__To do__:
With nothing added or dropped, output every record below exactly.

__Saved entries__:
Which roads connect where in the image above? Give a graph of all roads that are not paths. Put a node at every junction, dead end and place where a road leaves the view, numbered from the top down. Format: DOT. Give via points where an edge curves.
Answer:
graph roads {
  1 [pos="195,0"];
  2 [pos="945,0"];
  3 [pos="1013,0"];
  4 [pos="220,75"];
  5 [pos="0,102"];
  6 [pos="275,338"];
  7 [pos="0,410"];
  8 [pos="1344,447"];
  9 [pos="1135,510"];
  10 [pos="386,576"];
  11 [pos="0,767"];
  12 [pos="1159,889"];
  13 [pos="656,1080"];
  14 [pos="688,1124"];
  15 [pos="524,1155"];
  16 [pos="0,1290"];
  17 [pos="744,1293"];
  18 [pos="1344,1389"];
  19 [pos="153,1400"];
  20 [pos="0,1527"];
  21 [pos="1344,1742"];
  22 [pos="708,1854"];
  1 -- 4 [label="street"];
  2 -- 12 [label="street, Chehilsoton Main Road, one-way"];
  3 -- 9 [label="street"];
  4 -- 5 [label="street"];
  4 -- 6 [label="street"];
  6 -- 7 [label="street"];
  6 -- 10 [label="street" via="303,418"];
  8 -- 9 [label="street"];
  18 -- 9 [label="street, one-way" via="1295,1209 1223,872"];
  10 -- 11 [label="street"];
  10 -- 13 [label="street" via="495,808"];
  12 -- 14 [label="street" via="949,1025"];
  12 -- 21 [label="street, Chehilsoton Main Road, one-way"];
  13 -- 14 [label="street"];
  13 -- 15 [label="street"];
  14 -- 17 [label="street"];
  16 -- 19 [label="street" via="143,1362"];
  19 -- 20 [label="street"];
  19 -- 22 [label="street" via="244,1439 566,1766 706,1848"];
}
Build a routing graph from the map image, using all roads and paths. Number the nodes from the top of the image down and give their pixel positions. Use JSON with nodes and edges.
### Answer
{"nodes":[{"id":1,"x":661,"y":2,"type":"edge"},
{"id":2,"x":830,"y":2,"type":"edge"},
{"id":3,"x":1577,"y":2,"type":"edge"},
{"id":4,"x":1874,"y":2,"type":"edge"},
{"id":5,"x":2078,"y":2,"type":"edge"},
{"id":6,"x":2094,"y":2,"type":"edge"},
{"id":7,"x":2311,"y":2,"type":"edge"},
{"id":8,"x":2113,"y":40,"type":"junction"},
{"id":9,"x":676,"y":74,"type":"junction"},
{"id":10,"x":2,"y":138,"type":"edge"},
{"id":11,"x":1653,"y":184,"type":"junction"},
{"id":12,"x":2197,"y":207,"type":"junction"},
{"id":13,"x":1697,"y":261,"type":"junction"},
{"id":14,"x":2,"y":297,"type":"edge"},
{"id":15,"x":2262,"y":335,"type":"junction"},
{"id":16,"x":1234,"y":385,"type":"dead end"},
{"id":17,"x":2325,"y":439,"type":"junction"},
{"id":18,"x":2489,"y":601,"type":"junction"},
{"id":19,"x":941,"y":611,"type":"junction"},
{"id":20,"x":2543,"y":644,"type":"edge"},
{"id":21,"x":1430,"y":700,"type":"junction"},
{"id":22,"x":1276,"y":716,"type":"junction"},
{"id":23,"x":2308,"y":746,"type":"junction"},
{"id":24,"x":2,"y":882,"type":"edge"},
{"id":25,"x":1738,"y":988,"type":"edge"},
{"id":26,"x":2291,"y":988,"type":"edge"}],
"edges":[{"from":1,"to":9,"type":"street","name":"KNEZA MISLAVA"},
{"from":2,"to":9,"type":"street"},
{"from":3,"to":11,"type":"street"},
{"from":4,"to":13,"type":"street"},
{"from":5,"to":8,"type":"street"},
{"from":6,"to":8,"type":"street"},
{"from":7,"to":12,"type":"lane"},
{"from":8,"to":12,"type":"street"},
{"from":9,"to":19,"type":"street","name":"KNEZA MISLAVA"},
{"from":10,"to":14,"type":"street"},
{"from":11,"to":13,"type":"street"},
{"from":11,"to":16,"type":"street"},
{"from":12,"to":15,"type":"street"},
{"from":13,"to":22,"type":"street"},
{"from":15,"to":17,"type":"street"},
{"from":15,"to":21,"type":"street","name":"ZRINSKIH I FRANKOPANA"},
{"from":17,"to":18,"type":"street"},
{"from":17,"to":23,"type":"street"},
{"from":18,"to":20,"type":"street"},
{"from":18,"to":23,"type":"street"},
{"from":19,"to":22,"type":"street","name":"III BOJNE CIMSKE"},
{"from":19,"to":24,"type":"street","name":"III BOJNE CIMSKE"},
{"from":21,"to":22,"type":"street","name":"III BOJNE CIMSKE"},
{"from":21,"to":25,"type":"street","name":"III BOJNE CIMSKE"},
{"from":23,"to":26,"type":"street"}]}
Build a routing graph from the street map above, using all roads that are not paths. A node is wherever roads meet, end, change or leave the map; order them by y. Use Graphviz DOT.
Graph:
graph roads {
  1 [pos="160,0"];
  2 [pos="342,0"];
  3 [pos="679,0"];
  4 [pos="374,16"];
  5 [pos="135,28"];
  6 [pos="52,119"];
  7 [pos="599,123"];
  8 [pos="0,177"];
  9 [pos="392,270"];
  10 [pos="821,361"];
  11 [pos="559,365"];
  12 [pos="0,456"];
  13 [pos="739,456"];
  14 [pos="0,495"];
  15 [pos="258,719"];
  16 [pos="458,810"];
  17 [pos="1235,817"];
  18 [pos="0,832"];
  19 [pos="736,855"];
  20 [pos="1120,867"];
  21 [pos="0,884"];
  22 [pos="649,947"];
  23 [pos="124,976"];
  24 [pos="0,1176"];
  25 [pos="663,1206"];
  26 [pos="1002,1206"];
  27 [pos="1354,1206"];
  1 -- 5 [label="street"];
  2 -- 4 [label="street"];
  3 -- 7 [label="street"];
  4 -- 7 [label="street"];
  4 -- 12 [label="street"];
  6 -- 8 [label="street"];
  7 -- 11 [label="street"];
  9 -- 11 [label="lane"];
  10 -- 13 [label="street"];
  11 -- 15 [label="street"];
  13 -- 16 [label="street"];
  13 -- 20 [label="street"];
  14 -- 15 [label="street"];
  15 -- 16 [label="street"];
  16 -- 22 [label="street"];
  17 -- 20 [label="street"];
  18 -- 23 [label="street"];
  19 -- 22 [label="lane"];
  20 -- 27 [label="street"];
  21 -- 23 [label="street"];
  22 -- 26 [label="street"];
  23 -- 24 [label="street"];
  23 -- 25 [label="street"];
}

__Reply to the task__:
Which roads connect where in the image above? Give a graph of all roads that are not paths. Put a node at every junction, dead end and place where a road leaves the view, numbered from the top down. Format: DOT. Give via points where an edge curves.
Answer:
graph roads {
  1 [pos="195,0"];
  2 [pos="945,0"];
  3 [pos="1013,0"];
  4 [pos="220,75"];
  5 [pos="0,102"];
  6 [pos="275,338"];
  7 [pos="0,410"];
  8 [pos="1344,447"];
  9 [pos="1135,510"];
  10 [pos="386,576"];
  11 [pos="0,767"];
  12 [pos="1159,889"];
  13 [pos="656,1080"];
  14 [pos="688,1124"];
  15 [pos="524,1155"];
  16 [pos="0,1290"];
  17 [pos="744,1293"];
  18 [pos="1344,1389"];
  19 [pos="153,1400"];
  20 [pos="0,1527"];
  21 [pos="1344,1742"];
  22 [pos="708,1854"];
  1 -- 4 [label="street"];
  2 -- 12 [label="street, Chehilsoton Main Road, one-way"];
  3 -- 9 [label="street"];
  4 -- 5 [label="street"];
  4 -- 6 [label="street"];
  6 -- 7 [label="street"];
  6 -- 10 [label="street" via="303,418"];
  8 -- 9 [label="street"];
  18 -- 9 [label="street, one-way" via="1295,1209 1223,872"];
  10 -- 11 [label="street"];
  10 -- 13 [label="street" via="495,808"];
  12 -- 14 [label="street" via="949,1025"];
  12 -- 21 [label="street, Chehilsoton Main Road, one-way"];
  13 -- 14 [label="street"];
  13 -- 15 [label="street"];
  14 -- 17 [label="street"];
  16 -- 19 [label="street" via="143,1362"];
  19 -- 20 [label="street"];
  19 -- 22 [label="street" via="244,1439 566,1766 706,1848"];
}
Build a routing graph from the map image, using all roads and paths. Number the nodes from the top of the image down and give their pixel positions. Use JSON with nodes and edges.
### Answer
{"nodes":[{"id":1,"x":661,"y":2,"type":"edge"},
{"id":2,"x":830,"y":2,"type":"edge"},
{"id":3,"x":1577,"y":2,"type":"edge"},
{"id":4,"x":1874,"y":2,"type":"edge"},
{"id":5,"x":2078,"y":2,"type":"edge"},
{"id":6,"x":2094,"y":2,"type":"edge"},
{"id":7,"x":2311,"y":2,"type":"edge"},
{"id":8,"x":2113,"y":40,"type":"junction"},
{"id":9,"x":676,"y":74,"type":"junction"},
{"id":10,"x":2,"y":138,"type":"edge"},
{"id":11,"x":1653,"y":184,"type":"junction"},
{"id":12,"x":2197,"y":207,"type":"junction"},
{"id":13,"x":1697,"y":261,"type":"junction"},
{"id":14,"x":2,"y":297,"type":"edge"},
{"id":15,"x":2262,"y":335,"type":"junction"},
{"id":16,"x":1234,"y":385,"type":"dead end"},
{"id":17,"x":2325,"y":439,"type":"junction"},
{"id":18,"x":2489,"y":601,"type":"junction"},
{"id":19,"x":941,"y":611,"type":"junction"},
{"id":20,"x":2543,"y":644,"type":"edge"},
{"id":21,"x":1430,"y":700,"type":"junction"},
{"id":22,"x":1276,"y":716,"type":"junction"},
{"id":23,"x":2308,"y":746,"type":"junction"},
{"id":24,"x":2,"y":882,"type":"edge"},
{"id":25,"x":1738,"y":988,"type":"edge"},
{"id":26,"x":2291,"y":988,"type":"edge"}],
"edges":[{"from":1,"to":9,"type":"street","name":"KNEZA MISLAVA"},
{"from":2,"to":9,"type":"street"},
{"from":3,"to":11,"type":"street"},
{"from":4,"to":13,"type":"street"},
{"from":5,"to":8,"type":"street"},
{"from":6,"to":8,"type":"street"},
{"from":7,"to":12,"type":"lane"},
{"from":8,"to":12,"type":"street"},
{"from":9,"to":19,"type":"street","name":"KNEZA MISLAVA"},
{"from":10,"to":14,"type":"street"},
{"from":11,"to":13,"type":"street"},
{"from":11,"to":16,"type":"street"},
{"from":12,"to":15,"type":"street"},
{"from":13,"to":22,"type":"street"},
{"from":15,"to":17,"type":"street"},
{"from":15,"to":21,"type":"street","name":"ZRINSKIH I FRANKOPANA"},
{"from":17,"to":18,"type":"street"},
{"from":17,"to":23,"type":"street"},
{"from":18,"to":20,"type":"street"},
{"from":18,"to":23,"type":"street"},
{"from":19,"to":22,"type":"street","name":"III BOJNE CIMSKE"},
{"from":19,"to":24,"type":"street","name":"III BOJNE CIMSKE"},
{"from":21,"to":22,"type":"street","name":"III BOJNE CIMSKE"},
{"from":21,"to":25,"type":"street","name":"III BOJNE CIMSKE"},
{"from":23,"to":26,"type":"street"}]}
Build a routing graph from the street map above, using all roads that are not paths. A node is wherever roads meet, end, change or leave the map; order them by y. Use Graphviz DOT.
Graph:
graph roads {
  1 [pos="160,0"];
  2 [pos="342,0"];
  3 [pos="679,0"];
  4 [pos="374,16"];
  5 [pos="135,28"];
  6 [pos="52,119"];
  7 [pos="599,123"];
  8 [pos="0,177"];
  9 [pos="392,270"];
  10 [pos="821,361"];
  11 [pos="559,365"];
  12 [pos="0,456"];
  13 [pos="739,456"];
  14 [pos="0,495"];
  15 [pos="258,719"];
  16 [pos="458,810"];
  17 [pos="1235,817"];
  18 [pos="0,832"];
  19 [pos="736,855"];
  20 [pos="1120,867"];
  21 [pos="0,884"];
  22 [pos="649,947"];
  23 [pos="124,976"];
  24 [pos="0,1176"];
  25 [pos="663,1206"];
  26 [pos="1002,1206"];
  27 [pos="1354,1206"];
  1 -- 5 [label="street"];
  2 -- 4 [label="street"];
  3 -- 7 [label="street"];
  4 -- 7 [label="street"];
  4 -- 12 [label="street"];
  6 -- 8 [label="street"];
  7 -- 11 [label="street"];
  9 -- 11 [label="lane"];
  10 -- 13 [label="street"];
  11 -- 15 [label="street"];
  13 -- 16 [label="street"];
  13 -- 20 [label="street"];
  14 -- 15 [label="street"];
  15 -- 16 [label="street"];
  16 -- 22 [label="street"];
  17 -- 20 [label="street"];
  18 -- 23 [label="street"];
  19 -- 22 [label="lane"];
  20 -- 27 [label="street"];
  21 -- 23 [label="street"];
  22 -- 26 [label="street"];
  23 -- 24 [label="street"];
  23 -- 25 [label="street"];
}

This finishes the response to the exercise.